There’s plenty of fuss over this decapod crustacean …
The small coastal island community of Isle Madame is part of Cape Breton, Nova Scotia. Fishing is a centuries old way of life for this predominantly French Acadian community of 3,400 residents. It’s also home to three French Acadian entrepreneurs – Edgar, Brian, and John F. Samson.
It all began with a truck and John Samson, a guy who discovered that transporting fresh fish from local boats to area processing plants could be a profitable venture. By 1984, Premium Seafoods Ltd. had become a small lobster and fish brokering company. Today, although John Samson has passed away, his two partners have expanded the original outfit to a group of companies under the Premium Seafoods banner. These local Acadian entrepreneurs now employ over 200 workers and buy or process in excess of 15 million pounds of seafood annually.

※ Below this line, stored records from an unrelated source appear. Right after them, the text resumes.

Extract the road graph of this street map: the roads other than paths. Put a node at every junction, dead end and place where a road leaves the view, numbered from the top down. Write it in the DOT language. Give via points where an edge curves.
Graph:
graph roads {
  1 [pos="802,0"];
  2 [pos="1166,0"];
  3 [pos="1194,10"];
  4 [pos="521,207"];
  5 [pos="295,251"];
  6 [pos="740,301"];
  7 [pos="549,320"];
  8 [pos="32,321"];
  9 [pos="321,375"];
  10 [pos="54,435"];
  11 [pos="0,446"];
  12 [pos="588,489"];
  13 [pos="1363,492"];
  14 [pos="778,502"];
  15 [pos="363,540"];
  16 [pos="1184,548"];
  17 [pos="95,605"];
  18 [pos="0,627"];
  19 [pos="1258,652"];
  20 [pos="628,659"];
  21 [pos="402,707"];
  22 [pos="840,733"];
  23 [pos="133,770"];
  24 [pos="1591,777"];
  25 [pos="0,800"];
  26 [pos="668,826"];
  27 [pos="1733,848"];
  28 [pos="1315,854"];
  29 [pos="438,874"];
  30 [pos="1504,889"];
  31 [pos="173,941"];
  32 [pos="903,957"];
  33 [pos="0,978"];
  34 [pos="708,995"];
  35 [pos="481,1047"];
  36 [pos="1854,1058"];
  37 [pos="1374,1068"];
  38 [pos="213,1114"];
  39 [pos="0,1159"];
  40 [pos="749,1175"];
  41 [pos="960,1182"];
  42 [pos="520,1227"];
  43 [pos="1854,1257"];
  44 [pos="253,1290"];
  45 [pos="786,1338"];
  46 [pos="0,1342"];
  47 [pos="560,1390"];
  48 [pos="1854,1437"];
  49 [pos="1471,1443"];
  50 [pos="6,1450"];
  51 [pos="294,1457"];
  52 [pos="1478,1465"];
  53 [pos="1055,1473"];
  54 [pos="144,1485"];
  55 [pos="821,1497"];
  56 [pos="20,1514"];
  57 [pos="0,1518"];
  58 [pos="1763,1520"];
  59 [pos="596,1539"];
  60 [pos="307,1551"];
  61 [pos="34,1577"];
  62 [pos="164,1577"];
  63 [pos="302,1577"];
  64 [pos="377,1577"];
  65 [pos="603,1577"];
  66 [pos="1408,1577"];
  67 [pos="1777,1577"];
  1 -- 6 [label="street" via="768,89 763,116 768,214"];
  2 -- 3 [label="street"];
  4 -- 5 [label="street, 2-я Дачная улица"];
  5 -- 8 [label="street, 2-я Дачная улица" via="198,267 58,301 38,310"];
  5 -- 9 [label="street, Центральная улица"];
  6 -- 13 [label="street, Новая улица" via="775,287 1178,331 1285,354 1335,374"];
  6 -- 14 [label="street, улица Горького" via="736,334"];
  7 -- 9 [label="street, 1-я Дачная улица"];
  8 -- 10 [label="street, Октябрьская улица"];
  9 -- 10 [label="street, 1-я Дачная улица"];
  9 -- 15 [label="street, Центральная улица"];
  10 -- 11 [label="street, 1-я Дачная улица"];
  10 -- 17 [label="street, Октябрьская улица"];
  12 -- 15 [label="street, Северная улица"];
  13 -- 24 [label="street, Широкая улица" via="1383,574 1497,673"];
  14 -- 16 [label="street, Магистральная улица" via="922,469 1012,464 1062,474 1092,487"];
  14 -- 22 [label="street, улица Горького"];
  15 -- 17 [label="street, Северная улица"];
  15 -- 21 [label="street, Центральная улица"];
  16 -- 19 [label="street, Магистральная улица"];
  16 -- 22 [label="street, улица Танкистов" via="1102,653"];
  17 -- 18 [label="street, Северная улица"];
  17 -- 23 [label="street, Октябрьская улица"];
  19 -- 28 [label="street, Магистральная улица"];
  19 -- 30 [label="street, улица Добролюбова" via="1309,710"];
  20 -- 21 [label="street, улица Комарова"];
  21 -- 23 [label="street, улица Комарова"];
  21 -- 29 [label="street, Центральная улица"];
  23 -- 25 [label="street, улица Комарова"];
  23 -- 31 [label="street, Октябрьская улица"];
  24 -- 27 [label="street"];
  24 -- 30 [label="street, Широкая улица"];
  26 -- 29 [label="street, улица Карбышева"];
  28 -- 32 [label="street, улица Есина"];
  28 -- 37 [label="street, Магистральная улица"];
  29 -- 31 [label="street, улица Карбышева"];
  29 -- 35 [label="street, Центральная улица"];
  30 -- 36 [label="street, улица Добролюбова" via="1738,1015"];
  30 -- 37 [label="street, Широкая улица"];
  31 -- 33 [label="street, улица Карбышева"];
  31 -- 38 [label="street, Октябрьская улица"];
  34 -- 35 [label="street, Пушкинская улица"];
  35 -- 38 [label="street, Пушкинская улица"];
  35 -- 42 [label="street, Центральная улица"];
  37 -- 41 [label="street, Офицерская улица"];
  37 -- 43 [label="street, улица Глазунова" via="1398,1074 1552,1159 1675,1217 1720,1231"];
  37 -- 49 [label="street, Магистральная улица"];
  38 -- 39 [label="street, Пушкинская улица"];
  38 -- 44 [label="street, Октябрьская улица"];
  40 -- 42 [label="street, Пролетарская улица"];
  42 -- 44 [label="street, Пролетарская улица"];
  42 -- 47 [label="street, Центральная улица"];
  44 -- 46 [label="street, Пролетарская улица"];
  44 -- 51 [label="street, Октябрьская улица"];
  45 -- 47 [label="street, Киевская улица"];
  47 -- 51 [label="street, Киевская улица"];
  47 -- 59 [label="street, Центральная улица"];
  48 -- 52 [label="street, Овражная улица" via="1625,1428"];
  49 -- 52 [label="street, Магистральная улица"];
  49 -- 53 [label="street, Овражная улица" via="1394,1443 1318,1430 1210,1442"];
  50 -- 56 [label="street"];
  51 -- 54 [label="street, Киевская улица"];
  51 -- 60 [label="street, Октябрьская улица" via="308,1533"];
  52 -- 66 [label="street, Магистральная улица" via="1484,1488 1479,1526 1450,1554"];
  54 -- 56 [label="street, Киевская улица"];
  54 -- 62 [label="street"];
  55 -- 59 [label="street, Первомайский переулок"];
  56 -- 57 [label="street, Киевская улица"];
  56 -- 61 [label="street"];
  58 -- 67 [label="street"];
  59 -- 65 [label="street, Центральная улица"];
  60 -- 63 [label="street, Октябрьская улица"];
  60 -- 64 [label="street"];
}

We took a tour of the Premium Seafoods shrimp plant in Arichat on the “Isle of Madame”. This state-of-the-art facility processes 70,000-80,000 pounds of shrimp daily with 90% going to its largest market – M&S. That’s the abbreviated version for Marks and Spencer (a big multinational British retailer headquartered in London) which demands the highest standards in the world for luxury food production. Apparently shrimp sandwiches are incredibly popular in the UK. I also found a ton of UK recipes featuring Atlantic shrimp including this five minute M&S recipe using Atlantic ‘prawns’. Don’t even get me going on the difference between shrimp and prawns! All I know is that they ARE different, the names are often used interchangeably, and that they are both decapod crustaceans (meaning they have 10 legs and exoskeletons).
Our first impression of the Arichat plant was its automation. The Icelandic technology used is beyond anything I would have imagined – a system of checks to ensure the highest quality of production. The plant is divided into high-risk and low-risk areas to ensure zero contamination. Local employees are supplemented by Thai, Philipino and Mexican workers. Everything from their uniforms to their shovels is carefully colour-coded for each area of the plant to ensure no cross-contamination. Employees are constantly ensuring the floors are spotless. Machines called ‘Geniuses’, with multiple cameras, monitor every single shrimp that goes through the depeeling machine. If there is a hint of shell on any of them they’re immediately sent back for repeeling.
Through plated glass we watched a group of inspectors monitor shrimp moving through the automated system, constantly testing the size and grade. A four-chamber automated cooker steams the shrimp and even flips it over. Approximate cooking time is one and half minutes. Another system ensures that the grading is correct and there’s even a quality assurance team inspecting one last time before the shrimp enter what is known as the high-risk area. This is where the shrimp is bagged and weighed. A metal detector scans one last time before the bags are sealed, labeled and boxed. Total time from cooker to freezer is 45 minutes.
If you want to try freshly-caught Atlantic “prawns”, visit the Arichat Seafood Market & Café, not far from the plant. It has a nice restaurant where you can enjoy a fresh chowder or even purchase a bag of frozen shrimp for your next sandwich.
On the opposite side of L’Isle Madame (go ahead, explore, it’s not a big island) you’ll want to stop in at the Groundswell for feeding, watering and resting. It’s the local hipster hangout for bawdy cocktails, live music and cozy accommodation.